(Source material)

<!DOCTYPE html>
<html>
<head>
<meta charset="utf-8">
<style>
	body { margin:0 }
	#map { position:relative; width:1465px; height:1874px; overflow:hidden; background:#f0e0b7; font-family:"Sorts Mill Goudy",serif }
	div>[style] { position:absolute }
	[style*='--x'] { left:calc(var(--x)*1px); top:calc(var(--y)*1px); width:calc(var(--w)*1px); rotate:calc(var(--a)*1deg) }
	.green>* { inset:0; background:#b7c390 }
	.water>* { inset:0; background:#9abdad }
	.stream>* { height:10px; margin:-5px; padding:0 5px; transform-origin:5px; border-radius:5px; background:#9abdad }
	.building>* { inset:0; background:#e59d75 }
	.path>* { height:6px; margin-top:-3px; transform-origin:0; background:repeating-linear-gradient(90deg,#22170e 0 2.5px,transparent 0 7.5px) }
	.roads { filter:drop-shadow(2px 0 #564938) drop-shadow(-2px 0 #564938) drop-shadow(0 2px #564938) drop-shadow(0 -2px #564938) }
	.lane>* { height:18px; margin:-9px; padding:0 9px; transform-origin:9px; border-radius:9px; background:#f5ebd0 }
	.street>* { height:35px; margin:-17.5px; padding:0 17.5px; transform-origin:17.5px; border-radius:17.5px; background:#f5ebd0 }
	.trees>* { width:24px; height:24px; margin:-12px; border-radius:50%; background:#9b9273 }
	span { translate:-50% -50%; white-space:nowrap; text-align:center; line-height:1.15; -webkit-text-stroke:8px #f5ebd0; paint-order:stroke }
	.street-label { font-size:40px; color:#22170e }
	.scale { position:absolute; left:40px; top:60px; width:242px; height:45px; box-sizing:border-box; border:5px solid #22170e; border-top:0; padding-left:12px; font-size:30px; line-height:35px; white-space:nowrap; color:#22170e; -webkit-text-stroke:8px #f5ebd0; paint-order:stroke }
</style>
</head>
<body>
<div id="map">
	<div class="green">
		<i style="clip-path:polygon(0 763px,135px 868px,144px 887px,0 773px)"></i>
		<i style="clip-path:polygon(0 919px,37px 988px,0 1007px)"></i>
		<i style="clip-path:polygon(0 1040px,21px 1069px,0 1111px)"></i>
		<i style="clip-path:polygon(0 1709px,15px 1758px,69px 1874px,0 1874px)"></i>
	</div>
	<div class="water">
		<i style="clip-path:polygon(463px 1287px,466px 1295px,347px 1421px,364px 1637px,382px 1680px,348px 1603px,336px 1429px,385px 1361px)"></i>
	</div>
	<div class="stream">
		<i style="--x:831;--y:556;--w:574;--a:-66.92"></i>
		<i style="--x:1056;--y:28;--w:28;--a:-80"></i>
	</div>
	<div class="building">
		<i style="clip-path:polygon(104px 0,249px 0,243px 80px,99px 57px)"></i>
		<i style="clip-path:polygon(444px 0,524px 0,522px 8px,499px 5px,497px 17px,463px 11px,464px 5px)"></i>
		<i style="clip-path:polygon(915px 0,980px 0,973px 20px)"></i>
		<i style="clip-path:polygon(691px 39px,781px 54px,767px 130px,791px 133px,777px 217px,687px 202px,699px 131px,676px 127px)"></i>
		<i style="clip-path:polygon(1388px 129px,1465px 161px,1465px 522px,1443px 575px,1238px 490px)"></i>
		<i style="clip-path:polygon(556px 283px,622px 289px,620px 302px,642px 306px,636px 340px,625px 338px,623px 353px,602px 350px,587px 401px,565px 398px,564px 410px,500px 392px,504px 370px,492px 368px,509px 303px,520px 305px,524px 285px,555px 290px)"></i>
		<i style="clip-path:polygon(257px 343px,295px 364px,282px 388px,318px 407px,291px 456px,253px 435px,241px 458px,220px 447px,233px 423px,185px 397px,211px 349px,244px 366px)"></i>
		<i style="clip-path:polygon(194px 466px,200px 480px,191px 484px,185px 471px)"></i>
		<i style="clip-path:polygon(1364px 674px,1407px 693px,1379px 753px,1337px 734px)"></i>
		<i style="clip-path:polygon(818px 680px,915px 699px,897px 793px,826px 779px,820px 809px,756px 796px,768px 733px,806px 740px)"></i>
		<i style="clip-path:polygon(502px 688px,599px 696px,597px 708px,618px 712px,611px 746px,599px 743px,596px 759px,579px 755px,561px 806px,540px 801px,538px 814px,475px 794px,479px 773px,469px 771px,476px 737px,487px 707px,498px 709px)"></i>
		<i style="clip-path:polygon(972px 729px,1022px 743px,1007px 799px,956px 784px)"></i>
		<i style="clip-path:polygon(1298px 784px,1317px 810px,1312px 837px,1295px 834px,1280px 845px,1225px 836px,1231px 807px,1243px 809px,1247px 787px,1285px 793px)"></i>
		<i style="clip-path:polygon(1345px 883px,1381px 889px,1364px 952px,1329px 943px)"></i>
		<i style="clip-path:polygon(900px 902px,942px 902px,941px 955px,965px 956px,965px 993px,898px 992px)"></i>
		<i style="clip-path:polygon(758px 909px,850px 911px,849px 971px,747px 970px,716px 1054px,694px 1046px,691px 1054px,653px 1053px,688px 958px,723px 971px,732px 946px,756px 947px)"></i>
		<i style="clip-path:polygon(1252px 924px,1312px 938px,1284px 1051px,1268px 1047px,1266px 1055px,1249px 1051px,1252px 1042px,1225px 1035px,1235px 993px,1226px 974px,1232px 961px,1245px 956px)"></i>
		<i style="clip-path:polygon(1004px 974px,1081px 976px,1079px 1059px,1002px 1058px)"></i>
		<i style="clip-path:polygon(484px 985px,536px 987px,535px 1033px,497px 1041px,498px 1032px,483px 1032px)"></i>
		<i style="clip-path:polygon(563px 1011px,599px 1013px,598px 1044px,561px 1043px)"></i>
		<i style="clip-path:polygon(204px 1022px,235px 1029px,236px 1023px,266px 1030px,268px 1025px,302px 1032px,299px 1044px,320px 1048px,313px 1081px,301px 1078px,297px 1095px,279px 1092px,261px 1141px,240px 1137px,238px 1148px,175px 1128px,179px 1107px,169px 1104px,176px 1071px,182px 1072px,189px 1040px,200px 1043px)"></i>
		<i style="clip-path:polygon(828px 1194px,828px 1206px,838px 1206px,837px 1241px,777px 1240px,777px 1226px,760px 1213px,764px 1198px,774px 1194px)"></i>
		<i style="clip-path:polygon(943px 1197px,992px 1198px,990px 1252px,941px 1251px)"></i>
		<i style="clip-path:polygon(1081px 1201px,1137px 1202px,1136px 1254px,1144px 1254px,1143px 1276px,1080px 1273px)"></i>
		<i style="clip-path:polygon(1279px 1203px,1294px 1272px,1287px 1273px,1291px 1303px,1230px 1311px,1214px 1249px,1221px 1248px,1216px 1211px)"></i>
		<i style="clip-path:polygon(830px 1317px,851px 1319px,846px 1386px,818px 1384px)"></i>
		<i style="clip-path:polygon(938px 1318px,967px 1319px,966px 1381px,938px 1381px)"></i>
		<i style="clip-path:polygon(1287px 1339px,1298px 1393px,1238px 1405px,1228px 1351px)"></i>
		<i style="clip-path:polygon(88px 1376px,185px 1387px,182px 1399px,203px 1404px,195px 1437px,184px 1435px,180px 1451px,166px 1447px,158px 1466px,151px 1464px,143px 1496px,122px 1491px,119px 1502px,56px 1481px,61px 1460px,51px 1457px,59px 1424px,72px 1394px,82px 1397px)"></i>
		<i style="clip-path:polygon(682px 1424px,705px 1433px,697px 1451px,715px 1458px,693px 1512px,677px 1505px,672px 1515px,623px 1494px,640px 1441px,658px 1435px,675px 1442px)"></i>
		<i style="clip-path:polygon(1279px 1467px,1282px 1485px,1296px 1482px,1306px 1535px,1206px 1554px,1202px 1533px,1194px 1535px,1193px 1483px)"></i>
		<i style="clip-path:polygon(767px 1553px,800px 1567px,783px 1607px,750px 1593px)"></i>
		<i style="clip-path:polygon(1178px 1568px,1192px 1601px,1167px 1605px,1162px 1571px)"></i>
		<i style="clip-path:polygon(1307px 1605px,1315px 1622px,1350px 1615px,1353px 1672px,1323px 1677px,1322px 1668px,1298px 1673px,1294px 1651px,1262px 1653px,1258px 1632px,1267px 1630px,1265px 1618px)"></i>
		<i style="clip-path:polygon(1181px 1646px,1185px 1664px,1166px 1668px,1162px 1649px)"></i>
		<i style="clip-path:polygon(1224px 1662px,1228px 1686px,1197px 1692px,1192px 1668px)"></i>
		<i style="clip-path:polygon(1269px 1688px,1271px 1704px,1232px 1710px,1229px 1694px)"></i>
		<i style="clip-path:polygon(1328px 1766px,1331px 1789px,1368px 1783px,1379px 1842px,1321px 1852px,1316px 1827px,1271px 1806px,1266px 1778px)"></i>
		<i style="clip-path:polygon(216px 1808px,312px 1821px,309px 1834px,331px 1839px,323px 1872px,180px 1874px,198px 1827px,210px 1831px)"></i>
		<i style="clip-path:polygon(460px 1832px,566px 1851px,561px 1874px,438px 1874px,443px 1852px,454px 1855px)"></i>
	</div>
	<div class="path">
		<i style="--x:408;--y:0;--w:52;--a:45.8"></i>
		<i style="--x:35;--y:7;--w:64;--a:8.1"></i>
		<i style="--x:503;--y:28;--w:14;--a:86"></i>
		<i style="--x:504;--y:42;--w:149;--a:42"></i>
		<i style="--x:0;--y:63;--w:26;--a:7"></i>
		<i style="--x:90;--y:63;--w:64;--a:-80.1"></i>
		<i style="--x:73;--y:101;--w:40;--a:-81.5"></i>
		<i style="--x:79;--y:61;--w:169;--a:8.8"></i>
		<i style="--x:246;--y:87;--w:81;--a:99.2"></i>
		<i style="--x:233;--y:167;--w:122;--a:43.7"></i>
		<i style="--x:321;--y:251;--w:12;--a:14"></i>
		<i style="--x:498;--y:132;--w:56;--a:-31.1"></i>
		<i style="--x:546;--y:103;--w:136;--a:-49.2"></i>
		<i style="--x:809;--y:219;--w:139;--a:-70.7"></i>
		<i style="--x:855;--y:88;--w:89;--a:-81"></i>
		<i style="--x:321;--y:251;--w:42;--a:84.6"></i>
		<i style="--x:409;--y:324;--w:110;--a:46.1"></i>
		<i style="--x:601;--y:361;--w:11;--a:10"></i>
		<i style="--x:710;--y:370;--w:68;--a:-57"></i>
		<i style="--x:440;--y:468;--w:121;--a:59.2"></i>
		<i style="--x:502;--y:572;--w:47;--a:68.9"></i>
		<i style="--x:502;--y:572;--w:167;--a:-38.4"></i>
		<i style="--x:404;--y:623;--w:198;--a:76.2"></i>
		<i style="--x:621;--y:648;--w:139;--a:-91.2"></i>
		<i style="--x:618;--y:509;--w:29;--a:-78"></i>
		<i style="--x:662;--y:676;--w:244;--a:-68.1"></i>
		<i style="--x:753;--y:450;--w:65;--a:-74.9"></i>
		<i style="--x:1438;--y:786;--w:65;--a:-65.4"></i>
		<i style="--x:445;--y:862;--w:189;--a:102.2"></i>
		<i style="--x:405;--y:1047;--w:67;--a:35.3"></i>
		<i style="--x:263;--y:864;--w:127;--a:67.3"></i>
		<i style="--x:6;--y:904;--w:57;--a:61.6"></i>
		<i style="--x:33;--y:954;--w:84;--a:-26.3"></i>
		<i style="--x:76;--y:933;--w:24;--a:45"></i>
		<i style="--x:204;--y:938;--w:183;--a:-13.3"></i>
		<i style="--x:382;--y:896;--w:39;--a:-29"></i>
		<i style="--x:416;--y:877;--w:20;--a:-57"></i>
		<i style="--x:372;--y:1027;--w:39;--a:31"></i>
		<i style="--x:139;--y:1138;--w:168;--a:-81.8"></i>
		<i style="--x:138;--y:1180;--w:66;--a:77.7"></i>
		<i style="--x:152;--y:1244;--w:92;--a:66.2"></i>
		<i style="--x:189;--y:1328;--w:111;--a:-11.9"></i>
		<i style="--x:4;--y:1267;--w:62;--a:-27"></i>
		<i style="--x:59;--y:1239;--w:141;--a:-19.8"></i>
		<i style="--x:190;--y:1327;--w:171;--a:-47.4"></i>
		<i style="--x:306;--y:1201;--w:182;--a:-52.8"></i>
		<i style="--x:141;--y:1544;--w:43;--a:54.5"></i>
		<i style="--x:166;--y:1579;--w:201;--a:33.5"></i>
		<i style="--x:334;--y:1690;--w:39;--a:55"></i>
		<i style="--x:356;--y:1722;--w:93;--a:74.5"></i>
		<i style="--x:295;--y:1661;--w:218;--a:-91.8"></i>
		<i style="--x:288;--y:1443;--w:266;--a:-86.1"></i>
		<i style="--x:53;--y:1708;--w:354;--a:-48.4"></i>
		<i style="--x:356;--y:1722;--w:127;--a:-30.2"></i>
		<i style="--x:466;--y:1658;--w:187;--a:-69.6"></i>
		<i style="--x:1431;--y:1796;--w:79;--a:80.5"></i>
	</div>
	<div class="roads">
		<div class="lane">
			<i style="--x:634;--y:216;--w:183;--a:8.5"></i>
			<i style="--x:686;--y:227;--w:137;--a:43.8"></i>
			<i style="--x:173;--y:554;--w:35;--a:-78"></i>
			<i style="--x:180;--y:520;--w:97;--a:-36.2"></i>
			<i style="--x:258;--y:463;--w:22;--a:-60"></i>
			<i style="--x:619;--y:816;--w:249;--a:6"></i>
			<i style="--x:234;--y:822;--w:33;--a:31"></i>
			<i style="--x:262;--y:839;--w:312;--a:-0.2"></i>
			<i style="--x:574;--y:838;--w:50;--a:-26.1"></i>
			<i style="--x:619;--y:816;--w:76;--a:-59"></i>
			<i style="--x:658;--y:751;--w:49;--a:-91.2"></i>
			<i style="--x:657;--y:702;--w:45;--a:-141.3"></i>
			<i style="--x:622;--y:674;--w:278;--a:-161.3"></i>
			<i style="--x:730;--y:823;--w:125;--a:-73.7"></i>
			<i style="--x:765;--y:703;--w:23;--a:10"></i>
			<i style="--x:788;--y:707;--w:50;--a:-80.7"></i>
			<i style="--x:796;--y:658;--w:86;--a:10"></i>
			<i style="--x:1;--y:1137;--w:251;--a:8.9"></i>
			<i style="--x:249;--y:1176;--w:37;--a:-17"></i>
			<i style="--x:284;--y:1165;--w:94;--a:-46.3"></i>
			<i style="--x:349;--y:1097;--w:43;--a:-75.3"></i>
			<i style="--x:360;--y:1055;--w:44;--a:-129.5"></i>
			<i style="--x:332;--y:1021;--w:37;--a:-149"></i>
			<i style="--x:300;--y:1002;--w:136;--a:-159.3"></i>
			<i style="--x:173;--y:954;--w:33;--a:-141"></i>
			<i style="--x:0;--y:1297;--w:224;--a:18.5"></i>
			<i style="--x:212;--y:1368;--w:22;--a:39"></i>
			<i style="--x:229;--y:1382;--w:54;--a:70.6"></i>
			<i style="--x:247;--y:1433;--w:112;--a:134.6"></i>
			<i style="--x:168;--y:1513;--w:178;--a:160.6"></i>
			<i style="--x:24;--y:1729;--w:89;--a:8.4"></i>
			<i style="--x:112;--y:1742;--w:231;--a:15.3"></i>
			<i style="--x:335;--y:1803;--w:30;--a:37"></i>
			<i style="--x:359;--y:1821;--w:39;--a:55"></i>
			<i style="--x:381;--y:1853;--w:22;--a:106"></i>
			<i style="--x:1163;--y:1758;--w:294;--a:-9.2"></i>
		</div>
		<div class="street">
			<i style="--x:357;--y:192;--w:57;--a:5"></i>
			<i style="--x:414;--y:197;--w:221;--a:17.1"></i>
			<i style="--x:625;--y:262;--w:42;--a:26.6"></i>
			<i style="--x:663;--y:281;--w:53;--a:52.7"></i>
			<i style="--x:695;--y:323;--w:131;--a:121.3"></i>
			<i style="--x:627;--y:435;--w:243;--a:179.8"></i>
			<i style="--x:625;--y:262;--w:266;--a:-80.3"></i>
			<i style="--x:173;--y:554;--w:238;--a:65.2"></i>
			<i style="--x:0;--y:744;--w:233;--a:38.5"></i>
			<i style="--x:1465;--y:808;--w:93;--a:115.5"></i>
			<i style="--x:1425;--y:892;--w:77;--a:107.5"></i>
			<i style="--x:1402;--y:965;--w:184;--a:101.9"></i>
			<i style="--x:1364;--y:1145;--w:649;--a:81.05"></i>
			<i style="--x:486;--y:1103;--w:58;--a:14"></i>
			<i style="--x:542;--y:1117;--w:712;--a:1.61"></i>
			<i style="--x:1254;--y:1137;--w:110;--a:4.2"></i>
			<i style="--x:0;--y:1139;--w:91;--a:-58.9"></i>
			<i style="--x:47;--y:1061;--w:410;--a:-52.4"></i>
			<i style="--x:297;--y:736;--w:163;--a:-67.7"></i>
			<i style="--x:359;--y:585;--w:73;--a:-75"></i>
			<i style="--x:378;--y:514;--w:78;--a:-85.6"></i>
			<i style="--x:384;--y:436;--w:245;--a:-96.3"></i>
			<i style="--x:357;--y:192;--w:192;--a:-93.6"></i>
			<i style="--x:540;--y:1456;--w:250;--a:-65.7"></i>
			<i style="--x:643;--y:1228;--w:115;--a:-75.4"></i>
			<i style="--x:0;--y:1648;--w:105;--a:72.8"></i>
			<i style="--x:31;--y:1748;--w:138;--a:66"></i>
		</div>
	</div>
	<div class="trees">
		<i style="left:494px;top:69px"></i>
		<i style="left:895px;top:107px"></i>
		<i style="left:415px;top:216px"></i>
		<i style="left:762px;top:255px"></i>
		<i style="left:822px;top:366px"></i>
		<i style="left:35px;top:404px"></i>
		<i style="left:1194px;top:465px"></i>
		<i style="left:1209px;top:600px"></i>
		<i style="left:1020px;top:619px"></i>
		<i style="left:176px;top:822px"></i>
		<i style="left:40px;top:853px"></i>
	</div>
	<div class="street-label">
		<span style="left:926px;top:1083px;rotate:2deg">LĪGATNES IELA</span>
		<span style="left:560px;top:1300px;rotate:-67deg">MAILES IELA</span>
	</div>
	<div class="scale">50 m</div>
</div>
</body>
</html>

(End Source material)

■ Directions for this task
Look through the listing, and copy each line in which the string "roads" turns up.

■ Expected answer
	.roads { filter:drop-shadow(2px 0 #564938) drop-shadow(-2px 0 #564938) drop-shadow(0 2px #564938) drop-shadow(0 -2px #564938) }
	<div class="roads">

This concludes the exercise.